A la recherche des KPIs du community manager

Au commencement du monde, tout était abstrait. Le ciel nous tombait sur la tête, des dieux vivaient dans le ciel, et on lisait l’avenir dans les entrailles. Puis, au gré des pommes tombées et des Eureka, les mathématiques sont venues nous expliquer les choses abstraites à tel point que l’on peut désormais calculer la chute parfaite pour qu’un petit robot explore une comète à des milliards de kilomètres de la terre

Depuis, notre désir de tout compter, de tout évaluer, et de tout chiffrer n’a cessé de grandir. Le but ? Rationaliser tout ce qui ne l’est pas.

De plus, avec l’arrivée de la crise, la comptabilité a pris une importance grandissante : il faut économiser à tous les niveaux. Le marketing n’y échappe pas entre OTS, GRP, et taux d’awareness. Du coup, quand les réseaux sociaux ont débarqué, il a fallu justifier son utilisation au sein des décideurs. S’en est suivi un éternel débat : quel est le ROI des réseaux sociaux ?

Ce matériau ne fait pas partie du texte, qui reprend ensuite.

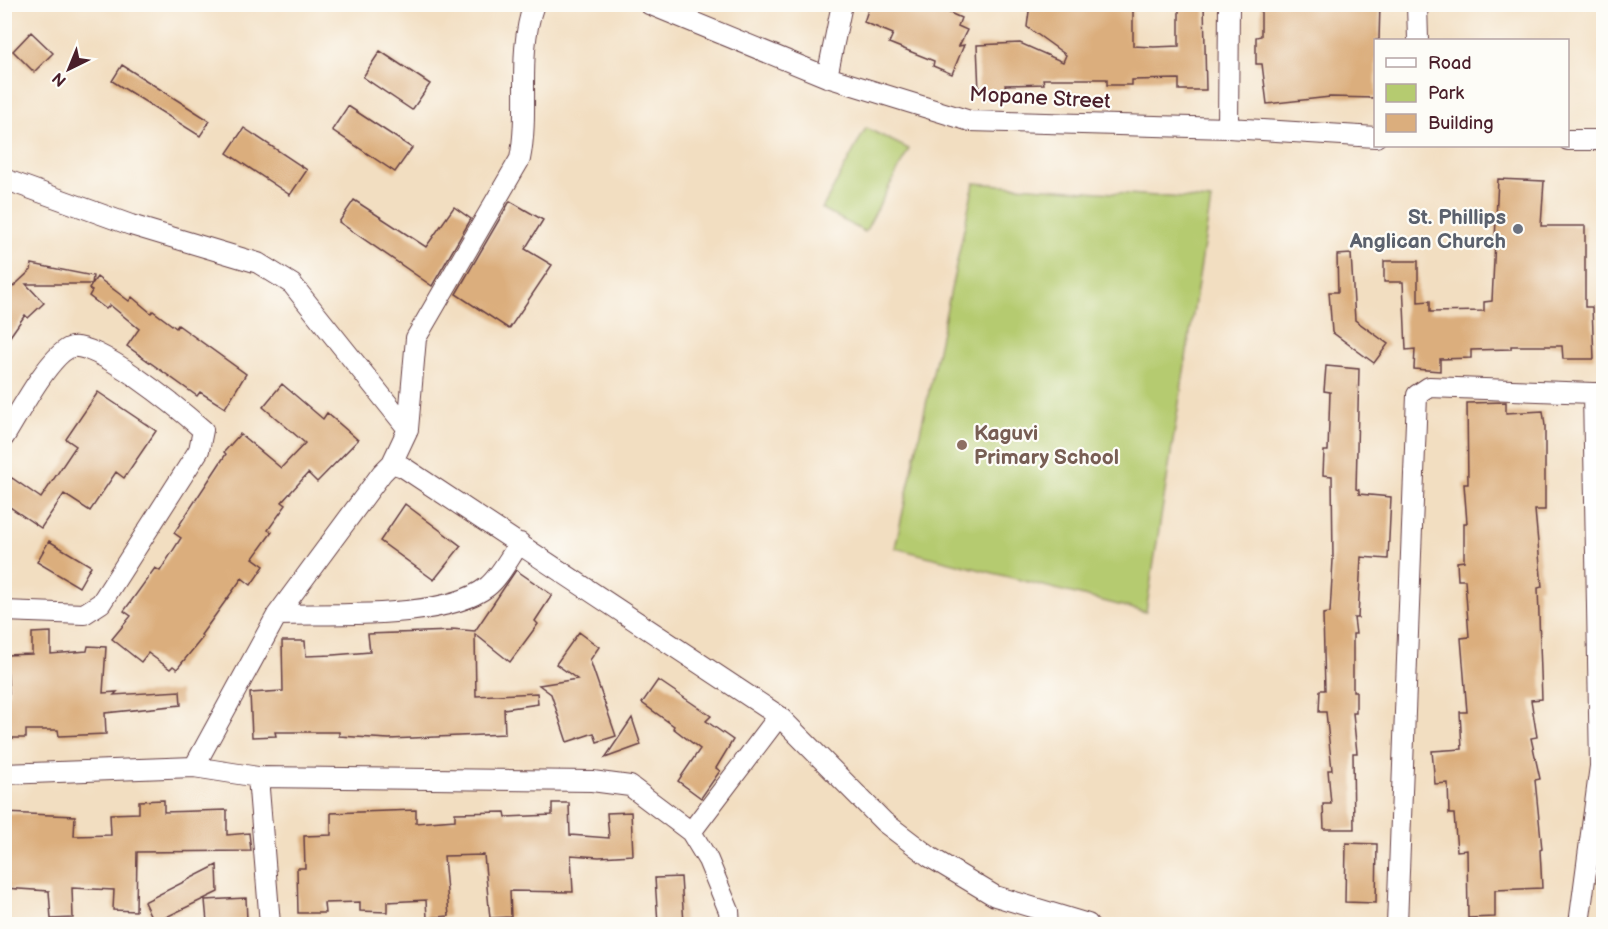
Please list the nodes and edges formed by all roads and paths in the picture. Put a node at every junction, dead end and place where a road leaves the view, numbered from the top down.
1 (534, 4) edge
2 (649, 4) edge
3 (842, 4) edge
4 (1229, 4) edge
5 (1418, 4) edge
6 (1418, 39) edge
7 (827, 77) junction
8 (1228, 128) junction
9 (1374, 137) edge
10 (1569, 140) edge
11 (1604, 140) edge
12 (4, 179) edge
13 (1598, 393) edge
14 (408, 429) junction
15 (4, 437) edge
16 (392, 463) junction
17 (520, 543) junction
18 (4, 611) edge
19 (277, 615) junction
20 (779, 716) junction
21 (1602, 766) edge
22 (194, 767) junction
23 (4, 774) edge
24 (258, 777) junction
25 (691, 832) junction
26 (270, 924) edge
27 (730, 924) edge
28 (1088, 924) edge
29 (1397, 924) edge
30 (1579, 924) edge

1 - 14 street
2 - 7 street, Mopane Street
3 - 7 street
4 - 8 street
5 - 6 street
7 - 8 street, Mopane Street
8 - 9 street, Mopane Street
10 - 11 street
12 - 14 street
13 - 21 street
13 - 29 street
14 - 16 street
15 - 18 street
16 - 17 street
16 - 19 street
17 - 19 street
17 - 20 street
19 - 22 street
20 - 25 street
20 - 28 street
21 - 30 street
22 - 23 street
22 - 24 street
24 - 25 street
24 - 26 street
25 - 27 street

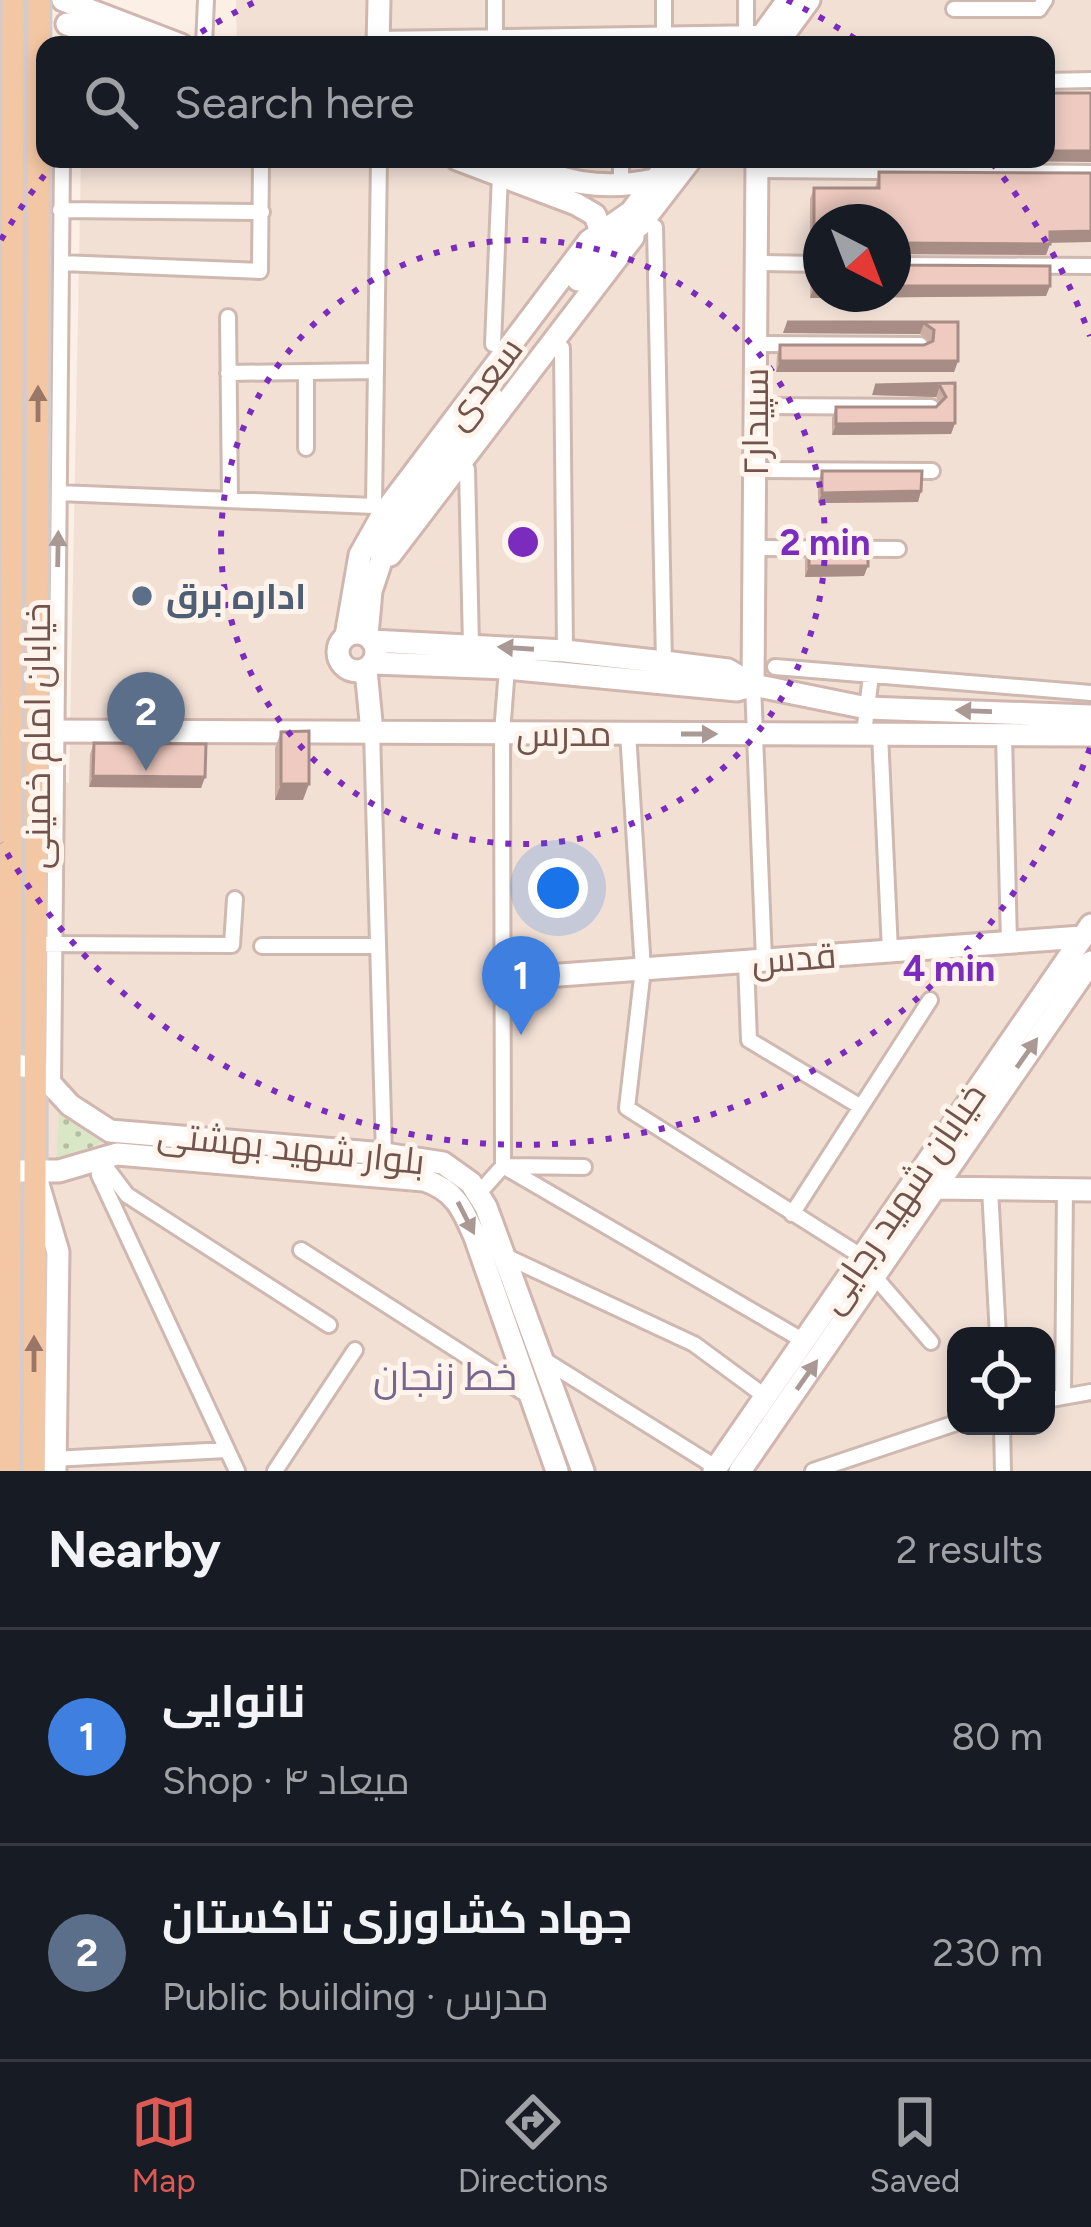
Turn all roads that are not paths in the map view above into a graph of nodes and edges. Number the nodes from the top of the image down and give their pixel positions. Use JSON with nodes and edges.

D’abord est née la théorie RONI ( Return on no investment) qui stipulait que les réseaux sociaux n’étaient pas à propos de ce qu’on avait à gagner, mais à propos de ce qu’on allait perdre si on ne le faisait pas.

Puis, petit à petit, des KPIS sont arrivés et paraissaient standardisés. Ces différents KPI montreraient donc le succès d’une stratégie social media. A travers l’histoire, on a eu différentes tendances pour lesquels je vais vous fournir de nombreuses astuces pour profiter de la naïveté des décideurs pour lesquels vous travaillez.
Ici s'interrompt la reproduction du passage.